*** Data records Section Begins ***

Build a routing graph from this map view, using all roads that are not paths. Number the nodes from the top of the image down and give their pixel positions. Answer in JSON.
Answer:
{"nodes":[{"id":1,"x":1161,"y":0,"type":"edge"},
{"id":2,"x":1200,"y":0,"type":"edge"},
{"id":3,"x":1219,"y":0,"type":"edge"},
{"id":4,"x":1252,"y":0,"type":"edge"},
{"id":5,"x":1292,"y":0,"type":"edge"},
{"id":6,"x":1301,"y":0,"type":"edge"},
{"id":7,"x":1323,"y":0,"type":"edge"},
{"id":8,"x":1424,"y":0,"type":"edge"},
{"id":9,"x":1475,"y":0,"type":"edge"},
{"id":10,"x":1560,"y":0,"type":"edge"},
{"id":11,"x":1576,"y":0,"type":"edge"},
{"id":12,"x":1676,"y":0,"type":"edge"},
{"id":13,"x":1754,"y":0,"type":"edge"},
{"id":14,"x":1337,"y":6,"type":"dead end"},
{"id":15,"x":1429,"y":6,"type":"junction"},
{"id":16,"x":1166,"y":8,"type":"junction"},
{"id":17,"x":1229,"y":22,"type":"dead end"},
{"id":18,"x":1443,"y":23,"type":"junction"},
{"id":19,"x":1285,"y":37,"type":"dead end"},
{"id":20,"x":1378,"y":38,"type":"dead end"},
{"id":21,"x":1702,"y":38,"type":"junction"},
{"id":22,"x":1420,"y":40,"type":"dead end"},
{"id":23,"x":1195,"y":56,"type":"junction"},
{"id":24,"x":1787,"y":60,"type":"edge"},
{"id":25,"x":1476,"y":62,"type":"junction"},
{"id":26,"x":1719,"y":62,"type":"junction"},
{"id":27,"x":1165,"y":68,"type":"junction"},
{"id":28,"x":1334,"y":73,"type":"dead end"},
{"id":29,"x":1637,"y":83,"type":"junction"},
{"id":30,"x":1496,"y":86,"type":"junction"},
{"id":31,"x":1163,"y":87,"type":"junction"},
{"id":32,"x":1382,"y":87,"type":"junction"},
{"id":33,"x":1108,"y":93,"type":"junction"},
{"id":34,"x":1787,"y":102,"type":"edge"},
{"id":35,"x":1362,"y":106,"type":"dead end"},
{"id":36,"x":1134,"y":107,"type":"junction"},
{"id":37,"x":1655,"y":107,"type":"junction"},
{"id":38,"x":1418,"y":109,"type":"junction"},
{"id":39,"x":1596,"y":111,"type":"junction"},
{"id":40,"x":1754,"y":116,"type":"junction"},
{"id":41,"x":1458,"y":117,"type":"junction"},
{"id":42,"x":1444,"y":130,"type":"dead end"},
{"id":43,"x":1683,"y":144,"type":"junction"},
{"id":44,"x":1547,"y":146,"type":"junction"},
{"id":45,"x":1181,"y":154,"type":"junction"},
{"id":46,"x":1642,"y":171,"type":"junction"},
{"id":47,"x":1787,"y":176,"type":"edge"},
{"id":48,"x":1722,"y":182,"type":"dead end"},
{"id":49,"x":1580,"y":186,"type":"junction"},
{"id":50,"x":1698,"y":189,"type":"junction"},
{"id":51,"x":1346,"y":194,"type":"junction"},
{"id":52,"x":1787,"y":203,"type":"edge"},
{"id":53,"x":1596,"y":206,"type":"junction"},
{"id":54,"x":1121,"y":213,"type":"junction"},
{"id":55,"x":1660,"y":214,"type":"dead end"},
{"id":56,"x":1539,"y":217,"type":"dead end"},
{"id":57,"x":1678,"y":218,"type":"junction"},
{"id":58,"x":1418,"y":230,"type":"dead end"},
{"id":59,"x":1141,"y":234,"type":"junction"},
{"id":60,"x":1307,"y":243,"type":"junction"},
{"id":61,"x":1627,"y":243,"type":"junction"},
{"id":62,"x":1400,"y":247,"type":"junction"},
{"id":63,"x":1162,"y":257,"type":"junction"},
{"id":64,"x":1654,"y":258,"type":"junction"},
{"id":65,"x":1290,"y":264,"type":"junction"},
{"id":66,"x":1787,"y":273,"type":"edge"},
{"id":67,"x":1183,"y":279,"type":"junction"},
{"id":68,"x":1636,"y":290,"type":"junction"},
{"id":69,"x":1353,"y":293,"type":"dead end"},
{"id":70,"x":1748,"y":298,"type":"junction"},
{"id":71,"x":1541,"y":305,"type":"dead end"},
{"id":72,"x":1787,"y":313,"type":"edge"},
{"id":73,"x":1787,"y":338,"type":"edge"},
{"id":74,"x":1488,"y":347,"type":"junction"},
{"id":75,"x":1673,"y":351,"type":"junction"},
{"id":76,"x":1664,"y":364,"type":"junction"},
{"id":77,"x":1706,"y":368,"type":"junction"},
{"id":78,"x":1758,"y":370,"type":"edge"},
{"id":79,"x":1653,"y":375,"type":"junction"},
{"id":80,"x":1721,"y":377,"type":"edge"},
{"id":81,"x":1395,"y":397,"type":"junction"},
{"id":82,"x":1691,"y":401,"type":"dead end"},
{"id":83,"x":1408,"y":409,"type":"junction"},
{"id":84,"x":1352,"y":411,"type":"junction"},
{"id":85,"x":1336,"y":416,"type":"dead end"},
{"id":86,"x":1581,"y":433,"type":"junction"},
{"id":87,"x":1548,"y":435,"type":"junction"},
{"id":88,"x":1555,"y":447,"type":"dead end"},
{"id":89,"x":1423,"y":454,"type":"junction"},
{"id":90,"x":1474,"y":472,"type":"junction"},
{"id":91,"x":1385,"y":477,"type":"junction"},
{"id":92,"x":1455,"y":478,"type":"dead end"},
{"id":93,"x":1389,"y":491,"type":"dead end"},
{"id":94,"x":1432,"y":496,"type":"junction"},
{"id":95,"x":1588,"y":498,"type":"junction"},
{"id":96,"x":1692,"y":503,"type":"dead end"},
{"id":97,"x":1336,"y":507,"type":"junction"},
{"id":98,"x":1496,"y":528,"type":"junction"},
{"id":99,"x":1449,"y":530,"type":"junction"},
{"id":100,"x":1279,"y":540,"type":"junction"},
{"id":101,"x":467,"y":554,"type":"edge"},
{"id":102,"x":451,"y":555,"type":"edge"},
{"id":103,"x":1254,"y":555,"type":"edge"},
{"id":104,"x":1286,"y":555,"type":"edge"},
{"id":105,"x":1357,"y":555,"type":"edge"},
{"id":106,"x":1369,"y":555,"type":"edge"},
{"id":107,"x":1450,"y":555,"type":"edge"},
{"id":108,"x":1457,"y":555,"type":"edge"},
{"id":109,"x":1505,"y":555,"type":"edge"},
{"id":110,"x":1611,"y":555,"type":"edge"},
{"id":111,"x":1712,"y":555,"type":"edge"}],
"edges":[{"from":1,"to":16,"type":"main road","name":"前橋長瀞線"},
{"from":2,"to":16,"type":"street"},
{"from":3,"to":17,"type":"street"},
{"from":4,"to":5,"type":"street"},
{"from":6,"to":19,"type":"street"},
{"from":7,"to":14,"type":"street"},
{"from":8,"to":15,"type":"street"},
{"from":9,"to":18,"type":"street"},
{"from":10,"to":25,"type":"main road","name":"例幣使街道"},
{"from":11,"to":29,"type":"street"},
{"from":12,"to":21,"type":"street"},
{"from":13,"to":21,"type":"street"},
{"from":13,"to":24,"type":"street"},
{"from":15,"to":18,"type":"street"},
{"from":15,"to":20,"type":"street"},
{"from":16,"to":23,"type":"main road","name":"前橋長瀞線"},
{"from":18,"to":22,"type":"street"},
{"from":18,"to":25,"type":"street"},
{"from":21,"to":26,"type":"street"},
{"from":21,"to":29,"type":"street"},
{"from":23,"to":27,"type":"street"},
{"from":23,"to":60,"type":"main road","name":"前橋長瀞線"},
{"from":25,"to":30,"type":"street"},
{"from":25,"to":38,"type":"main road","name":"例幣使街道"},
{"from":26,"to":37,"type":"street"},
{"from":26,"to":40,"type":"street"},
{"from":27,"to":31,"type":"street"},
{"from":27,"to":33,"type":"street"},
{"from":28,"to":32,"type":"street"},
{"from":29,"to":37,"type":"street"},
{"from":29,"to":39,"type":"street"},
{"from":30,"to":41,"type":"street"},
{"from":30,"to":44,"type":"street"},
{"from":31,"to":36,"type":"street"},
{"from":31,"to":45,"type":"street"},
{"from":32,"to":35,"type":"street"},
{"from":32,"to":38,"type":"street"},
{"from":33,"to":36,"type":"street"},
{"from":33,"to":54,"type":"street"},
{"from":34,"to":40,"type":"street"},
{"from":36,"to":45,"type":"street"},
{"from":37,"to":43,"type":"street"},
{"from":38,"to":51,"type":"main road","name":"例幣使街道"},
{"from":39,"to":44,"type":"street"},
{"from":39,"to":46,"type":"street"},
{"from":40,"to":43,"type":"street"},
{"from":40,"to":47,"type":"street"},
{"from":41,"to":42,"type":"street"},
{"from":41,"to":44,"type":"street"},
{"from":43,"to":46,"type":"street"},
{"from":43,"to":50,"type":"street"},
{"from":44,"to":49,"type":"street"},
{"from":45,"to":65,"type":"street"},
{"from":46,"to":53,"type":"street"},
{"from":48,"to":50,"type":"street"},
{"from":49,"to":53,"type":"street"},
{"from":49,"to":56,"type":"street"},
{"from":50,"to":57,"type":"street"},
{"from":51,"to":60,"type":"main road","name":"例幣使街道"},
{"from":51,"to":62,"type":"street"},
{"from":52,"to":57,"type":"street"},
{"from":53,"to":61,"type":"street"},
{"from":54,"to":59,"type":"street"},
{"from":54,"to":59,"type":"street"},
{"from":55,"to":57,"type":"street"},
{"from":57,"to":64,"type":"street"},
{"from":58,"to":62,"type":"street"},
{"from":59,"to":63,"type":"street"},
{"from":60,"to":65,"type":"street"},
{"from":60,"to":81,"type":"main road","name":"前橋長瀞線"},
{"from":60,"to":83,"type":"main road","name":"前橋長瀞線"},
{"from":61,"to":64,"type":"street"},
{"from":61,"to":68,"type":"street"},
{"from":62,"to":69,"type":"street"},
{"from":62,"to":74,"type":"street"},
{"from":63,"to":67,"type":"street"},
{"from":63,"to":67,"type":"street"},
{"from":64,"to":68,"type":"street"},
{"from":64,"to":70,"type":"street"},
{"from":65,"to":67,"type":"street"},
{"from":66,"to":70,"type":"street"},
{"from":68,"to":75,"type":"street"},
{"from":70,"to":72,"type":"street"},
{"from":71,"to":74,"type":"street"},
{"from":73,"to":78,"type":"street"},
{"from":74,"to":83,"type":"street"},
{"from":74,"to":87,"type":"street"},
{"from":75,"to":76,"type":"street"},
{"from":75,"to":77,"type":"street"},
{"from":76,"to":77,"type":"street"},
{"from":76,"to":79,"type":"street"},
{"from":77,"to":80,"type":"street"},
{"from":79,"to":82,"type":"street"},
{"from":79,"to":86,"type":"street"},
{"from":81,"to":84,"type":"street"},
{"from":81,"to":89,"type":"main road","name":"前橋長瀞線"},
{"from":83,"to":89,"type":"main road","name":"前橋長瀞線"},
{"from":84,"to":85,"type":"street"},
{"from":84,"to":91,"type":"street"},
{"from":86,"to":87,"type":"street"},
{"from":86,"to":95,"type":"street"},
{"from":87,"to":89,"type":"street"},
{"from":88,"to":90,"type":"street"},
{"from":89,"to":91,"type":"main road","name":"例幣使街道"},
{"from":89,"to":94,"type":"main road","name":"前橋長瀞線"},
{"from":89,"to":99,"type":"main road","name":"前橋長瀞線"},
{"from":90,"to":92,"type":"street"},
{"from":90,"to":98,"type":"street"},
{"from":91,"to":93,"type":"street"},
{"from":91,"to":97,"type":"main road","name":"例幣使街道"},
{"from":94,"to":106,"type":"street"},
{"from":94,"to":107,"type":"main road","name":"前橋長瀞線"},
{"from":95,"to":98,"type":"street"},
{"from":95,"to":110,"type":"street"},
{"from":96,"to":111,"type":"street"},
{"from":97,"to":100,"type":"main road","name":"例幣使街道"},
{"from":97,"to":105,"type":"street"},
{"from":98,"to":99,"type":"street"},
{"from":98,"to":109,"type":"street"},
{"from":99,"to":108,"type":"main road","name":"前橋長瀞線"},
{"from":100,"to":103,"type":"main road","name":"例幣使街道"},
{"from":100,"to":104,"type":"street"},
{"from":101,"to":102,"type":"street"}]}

*** Data records Section Ends ***

Work to complete »
In the entries above, find every line holding the word "例幣使街道" and copy it out.

Task answer »
{"from":10,"to":25,"type":"main road","name":"例幣使街道"},
{"from":25,"to":38,"type":"main road","name":"例幣使街道"},
{"from":38,"to":51,"type":"main road","name":"例幣使街道"},
{"from":51,"to":60,"type":"main road","name":"例幣使街道"},
{"from":89,"to":91,"type":"main road","name":"例幣使街道"},
{"from":91,"to":97,"type":"main road","name":"例幣使街道"},
{"from":97,"to":100,"type":"main road","name":"例幣使街道"},
{"from":100,"to":103,"type":"main road","name":"例幣使街道"},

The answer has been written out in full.